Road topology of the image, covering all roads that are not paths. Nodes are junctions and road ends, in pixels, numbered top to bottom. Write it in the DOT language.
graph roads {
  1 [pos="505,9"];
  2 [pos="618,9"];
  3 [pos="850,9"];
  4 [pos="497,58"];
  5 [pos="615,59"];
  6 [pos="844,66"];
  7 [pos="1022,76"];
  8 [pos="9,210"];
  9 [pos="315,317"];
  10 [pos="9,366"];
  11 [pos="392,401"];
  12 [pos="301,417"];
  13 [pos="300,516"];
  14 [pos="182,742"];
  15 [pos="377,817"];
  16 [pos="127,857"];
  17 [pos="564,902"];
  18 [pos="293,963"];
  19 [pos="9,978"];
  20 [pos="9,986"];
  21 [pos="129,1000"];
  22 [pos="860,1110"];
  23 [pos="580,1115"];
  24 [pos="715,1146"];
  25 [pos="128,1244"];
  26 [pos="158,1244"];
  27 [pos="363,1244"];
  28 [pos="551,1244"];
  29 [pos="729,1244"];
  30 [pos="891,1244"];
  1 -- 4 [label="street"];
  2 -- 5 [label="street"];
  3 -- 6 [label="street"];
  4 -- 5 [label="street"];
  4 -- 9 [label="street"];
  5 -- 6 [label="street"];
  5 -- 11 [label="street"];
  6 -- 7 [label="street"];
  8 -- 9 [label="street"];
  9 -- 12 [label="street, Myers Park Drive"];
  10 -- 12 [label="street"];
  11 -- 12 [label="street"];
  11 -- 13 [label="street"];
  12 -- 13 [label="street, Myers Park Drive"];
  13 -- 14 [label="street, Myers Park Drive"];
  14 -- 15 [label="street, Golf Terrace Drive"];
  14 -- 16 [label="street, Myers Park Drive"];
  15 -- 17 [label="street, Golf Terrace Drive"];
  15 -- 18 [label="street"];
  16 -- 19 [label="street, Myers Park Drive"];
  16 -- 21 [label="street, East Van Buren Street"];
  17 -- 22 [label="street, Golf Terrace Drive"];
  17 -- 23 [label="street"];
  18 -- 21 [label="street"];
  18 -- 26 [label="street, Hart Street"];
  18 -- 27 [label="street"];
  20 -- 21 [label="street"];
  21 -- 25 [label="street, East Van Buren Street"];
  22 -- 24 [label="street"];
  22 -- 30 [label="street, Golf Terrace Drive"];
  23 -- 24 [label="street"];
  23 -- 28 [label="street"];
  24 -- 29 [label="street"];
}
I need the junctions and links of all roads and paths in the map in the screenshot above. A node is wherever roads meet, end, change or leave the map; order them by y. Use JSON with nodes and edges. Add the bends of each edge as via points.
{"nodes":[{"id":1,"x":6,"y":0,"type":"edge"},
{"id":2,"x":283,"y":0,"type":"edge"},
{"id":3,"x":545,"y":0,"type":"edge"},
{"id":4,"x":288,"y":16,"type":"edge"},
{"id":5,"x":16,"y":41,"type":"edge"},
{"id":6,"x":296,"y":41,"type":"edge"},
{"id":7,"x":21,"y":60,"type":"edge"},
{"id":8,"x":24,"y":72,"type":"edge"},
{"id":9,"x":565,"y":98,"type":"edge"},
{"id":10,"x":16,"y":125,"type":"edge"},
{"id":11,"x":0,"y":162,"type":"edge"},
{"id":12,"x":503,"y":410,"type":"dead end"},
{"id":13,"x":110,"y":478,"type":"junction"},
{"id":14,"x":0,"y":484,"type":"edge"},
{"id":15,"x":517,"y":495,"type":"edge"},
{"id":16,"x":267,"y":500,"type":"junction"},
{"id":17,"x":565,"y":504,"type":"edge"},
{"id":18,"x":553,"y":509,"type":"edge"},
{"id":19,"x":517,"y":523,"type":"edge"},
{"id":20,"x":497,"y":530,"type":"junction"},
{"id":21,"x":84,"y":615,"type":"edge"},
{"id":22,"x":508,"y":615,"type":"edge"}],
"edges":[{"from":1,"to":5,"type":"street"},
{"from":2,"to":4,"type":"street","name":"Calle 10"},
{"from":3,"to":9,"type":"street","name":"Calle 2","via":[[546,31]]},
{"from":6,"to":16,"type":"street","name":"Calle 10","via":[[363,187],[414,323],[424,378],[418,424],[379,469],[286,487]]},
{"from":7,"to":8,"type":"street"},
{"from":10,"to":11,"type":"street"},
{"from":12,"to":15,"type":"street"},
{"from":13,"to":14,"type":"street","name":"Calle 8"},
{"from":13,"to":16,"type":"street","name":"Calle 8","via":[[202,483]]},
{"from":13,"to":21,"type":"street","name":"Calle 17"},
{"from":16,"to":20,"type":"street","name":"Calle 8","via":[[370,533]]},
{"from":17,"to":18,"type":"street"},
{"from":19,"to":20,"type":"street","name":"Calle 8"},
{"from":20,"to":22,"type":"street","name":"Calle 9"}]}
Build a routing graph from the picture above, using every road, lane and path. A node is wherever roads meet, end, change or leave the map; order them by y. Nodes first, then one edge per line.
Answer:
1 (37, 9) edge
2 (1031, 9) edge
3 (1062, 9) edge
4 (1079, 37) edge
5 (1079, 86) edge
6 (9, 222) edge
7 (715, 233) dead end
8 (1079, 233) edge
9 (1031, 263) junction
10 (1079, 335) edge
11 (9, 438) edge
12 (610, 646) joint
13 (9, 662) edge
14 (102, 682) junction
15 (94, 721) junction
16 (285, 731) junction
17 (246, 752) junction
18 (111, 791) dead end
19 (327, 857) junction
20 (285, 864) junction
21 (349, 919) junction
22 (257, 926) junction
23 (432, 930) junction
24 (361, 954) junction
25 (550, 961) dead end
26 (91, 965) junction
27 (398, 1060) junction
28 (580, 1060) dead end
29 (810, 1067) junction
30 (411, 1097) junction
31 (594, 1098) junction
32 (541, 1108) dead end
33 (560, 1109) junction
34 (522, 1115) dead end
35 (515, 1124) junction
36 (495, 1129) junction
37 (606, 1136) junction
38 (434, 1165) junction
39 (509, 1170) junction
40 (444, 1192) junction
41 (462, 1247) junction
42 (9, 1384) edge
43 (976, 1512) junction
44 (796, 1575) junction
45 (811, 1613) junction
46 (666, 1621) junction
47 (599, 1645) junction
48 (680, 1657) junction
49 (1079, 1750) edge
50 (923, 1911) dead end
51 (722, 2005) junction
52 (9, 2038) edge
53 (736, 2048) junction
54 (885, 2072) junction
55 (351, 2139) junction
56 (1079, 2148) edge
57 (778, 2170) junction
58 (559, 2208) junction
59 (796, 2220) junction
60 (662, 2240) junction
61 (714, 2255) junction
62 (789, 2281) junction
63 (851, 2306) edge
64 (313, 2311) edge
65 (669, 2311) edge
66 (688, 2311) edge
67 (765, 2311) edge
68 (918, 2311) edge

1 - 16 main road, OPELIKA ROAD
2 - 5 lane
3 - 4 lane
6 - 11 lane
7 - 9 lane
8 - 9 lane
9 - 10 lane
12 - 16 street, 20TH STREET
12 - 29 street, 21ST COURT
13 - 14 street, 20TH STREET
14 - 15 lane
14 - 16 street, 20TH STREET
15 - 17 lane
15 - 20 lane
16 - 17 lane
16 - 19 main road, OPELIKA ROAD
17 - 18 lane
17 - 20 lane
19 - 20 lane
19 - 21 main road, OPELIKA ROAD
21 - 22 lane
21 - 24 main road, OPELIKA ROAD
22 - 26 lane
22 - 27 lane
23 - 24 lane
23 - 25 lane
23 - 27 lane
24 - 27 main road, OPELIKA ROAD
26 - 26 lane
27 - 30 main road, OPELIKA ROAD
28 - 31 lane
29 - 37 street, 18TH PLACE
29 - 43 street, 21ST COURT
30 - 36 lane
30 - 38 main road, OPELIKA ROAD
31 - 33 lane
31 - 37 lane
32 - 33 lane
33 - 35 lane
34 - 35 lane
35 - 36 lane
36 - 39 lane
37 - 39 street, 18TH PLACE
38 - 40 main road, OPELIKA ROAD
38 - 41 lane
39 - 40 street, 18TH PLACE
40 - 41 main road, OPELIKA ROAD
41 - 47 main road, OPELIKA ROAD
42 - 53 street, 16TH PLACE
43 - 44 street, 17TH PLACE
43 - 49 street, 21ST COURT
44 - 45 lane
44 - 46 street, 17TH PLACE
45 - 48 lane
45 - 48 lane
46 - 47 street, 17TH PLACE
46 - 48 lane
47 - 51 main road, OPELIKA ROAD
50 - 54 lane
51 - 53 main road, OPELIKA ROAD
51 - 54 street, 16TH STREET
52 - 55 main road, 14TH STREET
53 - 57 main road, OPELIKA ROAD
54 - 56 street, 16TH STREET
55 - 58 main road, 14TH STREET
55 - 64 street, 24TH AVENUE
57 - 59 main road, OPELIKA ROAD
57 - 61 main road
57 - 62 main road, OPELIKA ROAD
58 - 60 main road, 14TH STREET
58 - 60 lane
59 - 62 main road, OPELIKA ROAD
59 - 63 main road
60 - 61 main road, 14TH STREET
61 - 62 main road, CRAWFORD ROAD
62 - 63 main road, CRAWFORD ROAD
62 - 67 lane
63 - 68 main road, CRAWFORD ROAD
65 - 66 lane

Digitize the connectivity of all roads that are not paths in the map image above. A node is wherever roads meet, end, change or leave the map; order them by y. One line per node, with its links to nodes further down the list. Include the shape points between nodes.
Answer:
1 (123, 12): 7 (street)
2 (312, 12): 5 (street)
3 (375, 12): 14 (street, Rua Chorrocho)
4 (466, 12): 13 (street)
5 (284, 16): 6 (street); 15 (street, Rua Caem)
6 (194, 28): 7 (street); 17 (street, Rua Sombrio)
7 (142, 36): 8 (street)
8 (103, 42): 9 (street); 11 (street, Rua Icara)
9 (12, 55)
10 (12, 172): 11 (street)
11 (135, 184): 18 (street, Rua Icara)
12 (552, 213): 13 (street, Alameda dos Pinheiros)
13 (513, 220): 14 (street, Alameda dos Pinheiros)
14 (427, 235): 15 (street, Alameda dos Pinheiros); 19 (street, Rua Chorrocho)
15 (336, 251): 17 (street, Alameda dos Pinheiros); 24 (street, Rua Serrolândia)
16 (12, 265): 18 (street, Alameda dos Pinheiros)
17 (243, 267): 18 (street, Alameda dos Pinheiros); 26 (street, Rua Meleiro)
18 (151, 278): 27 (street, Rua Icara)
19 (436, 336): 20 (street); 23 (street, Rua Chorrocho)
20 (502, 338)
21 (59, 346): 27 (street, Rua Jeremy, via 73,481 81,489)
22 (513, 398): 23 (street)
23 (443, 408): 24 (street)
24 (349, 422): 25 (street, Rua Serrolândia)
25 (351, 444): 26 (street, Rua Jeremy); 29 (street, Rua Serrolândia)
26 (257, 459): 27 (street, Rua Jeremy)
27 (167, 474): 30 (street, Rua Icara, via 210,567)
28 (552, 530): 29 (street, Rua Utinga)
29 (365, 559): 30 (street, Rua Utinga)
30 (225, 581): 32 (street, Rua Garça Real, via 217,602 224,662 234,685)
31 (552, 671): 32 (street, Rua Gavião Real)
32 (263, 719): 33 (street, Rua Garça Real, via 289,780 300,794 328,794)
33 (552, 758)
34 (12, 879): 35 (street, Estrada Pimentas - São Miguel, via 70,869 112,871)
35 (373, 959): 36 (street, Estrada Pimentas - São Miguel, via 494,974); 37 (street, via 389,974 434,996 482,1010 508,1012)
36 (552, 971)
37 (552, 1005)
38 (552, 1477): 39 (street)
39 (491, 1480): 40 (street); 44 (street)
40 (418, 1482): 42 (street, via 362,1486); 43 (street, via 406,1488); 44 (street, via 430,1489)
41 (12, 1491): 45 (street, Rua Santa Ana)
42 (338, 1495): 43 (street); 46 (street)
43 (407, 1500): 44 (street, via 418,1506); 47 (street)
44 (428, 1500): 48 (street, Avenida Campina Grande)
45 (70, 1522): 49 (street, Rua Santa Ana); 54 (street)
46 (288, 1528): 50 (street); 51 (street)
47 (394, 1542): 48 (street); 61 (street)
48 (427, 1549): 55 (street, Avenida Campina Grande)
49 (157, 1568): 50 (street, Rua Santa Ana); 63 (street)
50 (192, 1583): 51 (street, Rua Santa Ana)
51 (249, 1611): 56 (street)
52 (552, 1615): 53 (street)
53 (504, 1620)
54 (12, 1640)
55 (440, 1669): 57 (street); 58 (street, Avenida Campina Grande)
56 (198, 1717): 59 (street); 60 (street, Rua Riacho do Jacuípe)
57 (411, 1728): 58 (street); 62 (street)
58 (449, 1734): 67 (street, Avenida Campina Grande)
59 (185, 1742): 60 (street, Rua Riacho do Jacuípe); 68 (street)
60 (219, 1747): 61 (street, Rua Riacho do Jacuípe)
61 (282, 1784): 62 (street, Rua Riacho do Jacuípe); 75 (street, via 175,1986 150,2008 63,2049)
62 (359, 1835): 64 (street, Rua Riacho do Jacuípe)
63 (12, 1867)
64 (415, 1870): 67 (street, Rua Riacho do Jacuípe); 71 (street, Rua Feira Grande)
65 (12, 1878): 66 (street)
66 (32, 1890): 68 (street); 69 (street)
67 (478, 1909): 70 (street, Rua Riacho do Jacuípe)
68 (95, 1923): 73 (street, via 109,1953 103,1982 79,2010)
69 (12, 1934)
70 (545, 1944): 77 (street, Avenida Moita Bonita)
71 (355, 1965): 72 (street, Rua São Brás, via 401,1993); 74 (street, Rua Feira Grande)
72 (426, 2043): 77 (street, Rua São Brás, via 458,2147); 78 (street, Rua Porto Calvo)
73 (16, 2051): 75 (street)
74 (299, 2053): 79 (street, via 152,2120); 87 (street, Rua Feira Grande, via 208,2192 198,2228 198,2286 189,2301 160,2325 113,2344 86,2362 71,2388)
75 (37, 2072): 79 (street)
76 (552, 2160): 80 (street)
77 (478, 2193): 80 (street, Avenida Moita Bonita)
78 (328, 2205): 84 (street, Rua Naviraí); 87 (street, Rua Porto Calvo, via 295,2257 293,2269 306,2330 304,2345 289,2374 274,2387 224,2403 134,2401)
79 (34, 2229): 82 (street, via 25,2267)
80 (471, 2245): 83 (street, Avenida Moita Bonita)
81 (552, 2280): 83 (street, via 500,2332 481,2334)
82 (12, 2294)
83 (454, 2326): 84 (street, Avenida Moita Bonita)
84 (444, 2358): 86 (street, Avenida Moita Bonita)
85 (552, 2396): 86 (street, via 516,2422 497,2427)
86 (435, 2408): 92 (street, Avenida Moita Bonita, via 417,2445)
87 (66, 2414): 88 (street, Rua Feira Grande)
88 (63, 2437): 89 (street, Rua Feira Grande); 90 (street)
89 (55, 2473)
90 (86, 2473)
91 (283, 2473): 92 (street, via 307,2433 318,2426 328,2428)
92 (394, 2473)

━━━━━━━━

WORK TO COMPLETE -
Find the word "Terrace" in the listing above, then copy each line where it turns up.

RESPONSE TO THIS EXERCISE -
  14 -- 15 [label="street, Golf Terrace Drive"];
  15 -- 17 [label="street, Golf Terrace Drive"];
  17 -- 22 [label="street, Golf Terrace Drive"];
  22 -- 30 [label="street, Golf Terrace Drive"];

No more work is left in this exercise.